Check every line of the records below for the string "ringvei" and copy the ones that have it.

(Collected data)

********************

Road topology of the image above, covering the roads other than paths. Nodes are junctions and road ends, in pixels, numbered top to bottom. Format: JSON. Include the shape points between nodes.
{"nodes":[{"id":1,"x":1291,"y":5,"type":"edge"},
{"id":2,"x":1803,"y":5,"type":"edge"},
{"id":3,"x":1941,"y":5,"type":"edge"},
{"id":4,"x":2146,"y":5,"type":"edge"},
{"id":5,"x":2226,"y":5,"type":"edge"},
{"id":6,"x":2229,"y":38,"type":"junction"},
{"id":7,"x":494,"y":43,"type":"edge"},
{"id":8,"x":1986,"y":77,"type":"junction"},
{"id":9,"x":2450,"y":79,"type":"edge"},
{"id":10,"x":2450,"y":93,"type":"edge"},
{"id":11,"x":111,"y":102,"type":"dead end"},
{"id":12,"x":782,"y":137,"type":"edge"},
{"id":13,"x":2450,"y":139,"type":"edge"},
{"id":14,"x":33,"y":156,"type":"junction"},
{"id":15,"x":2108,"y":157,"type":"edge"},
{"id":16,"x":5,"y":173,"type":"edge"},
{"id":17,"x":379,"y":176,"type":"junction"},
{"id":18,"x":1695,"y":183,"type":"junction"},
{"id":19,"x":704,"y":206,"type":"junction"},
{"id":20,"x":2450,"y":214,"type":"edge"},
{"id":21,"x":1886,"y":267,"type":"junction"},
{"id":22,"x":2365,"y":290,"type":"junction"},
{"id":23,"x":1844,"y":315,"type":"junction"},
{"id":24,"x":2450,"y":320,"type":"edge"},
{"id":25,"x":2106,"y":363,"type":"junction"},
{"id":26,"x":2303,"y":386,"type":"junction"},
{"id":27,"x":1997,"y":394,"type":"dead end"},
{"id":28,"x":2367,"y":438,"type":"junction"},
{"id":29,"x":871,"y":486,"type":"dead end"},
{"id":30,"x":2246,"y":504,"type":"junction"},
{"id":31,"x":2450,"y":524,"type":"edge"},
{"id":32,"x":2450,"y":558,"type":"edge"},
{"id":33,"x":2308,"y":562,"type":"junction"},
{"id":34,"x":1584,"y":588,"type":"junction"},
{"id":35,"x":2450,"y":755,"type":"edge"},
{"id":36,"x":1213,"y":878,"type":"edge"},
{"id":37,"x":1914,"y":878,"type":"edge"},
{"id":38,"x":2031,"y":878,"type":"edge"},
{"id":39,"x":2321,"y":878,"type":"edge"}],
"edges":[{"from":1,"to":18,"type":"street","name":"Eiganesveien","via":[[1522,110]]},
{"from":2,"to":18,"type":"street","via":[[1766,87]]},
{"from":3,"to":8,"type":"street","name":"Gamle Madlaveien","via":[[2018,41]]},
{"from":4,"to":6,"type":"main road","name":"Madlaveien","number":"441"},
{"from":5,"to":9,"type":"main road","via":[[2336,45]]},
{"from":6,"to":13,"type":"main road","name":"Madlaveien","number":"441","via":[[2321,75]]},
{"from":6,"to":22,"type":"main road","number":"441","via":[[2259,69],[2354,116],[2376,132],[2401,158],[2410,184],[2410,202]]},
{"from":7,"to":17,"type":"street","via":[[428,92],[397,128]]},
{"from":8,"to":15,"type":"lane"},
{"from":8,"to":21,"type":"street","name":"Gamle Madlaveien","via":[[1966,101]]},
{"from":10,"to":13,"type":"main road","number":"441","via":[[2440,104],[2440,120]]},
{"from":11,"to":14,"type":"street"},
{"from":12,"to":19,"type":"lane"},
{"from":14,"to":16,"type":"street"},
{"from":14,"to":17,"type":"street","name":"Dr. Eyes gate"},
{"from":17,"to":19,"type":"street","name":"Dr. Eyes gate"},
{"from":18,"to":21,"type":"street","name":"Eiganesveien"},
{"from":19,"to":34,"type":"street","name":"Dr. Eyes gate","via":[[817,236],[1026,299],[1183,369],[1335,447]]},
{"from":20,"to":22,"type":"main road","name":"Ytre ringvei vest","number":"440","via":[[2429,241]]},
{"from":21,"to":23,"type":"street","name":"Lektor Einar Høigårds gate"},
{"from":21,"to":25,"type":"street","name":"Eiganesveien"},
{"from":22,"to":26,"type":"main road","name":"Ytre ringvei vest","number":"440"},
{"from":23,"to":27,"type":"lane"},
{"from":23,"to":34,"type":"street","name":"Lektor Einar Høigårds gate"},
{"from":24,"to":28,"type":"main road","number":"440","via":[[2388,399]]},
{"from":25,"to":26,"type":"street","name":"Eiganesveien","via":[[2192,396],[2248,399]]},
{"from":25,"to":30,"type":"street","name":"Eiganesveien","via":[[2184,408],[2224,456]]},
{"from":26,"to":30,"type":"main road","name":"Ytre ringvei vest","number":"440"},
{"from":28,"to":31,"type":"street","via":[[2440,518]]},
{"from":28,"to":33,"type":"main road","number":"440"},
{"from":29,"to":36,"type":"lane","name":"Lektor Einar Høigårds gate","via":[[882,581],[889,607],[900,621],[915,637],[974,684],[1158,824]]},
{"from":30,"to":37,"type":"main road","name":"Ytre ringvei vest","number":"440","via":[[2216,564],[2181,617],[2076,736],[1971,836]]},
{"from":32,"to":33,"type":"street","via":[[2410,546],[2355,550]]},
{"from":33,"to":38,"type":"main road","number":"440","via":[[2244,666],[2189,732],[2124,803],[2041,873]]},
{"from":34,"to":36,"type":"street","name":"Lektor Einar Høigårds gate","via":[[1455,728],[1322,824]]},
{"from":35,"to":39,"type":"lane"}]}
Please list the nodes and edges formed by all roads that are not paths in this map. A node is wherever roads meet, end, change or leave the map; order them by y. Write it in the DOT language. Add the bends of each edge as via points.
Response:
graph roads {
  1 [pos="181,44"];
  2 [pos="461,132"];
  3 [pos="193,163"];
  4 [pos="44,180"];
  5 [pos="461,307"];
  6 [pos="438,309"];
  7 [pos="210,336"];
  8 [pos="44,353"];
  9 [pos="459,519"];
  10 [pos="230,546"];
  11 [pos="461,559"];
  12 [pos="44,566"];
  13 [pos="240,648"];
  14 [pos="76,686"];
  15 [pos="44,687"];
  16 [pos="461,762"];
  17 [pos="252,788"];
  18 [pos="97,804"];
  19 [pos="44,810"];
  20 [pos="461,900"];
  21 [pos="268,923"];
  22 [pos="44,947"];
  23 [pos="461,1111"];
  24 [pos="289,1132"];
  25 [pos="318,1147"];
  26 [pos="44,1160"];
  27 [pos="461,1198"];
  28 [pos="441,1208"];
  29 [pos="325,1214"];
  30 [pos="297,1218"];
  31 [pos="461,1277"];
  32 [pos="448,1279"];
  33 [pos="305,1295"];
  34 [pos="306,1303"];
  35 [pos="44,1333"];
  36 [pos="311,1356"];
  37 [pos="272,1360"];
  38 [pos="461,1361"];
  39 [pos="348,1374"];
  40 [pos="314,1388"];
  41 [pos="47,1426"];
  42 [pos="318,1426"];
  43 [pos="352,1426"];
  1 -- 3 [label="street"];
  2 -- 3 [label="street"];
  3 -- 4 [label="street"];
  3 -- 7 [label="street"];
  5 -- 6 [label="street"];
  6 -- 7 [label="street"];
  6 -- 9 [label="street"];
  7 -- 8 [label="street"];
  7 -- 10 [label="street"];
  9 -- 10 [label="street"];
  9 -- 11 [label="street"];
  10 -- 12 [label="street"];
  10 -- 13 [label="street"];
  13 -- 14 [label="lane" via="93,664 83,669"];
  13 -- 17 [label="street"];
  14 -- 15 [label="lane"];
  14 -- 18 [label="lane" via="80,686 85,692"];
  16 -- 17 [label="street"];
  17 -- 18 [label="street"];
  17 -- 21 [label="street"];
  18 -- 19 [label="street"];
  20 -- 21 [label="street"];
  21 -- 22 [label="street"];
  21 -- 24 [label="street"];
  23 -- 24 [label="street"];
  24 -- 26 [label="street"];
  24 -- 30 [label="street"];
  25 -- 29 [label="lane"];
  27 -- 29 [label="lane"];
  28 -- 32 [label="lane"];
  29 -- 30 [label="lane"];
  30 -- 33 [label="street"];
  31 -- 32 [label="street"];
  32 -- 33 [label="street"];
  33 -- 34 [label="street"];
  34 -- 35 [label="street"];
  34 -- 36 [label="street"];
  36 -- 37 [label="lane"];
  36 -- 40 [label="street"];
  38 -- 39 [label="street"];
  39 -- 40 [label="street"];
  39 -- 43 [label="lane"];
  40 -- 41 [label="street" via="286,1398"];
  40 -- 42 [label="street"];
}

********************

### Task output
{"from":20,"to":22,"type":"main road","name":"Ytre ringvei vest","number":"440","via":[[2429,241]]},
{"from":22,"to":26,"type":"main road","name":"Ytre ringvei vest","number":"440"},
{"from":26,"to":30,"type":"main road","name":"Ytre ringvei vest","number":"440"},
{"from":30,"to":37,"type":"main road","name":"Ytre ringvei vest","number":"440","via":[[2216,564],[2181,617],[2076,736],[1971,836]]},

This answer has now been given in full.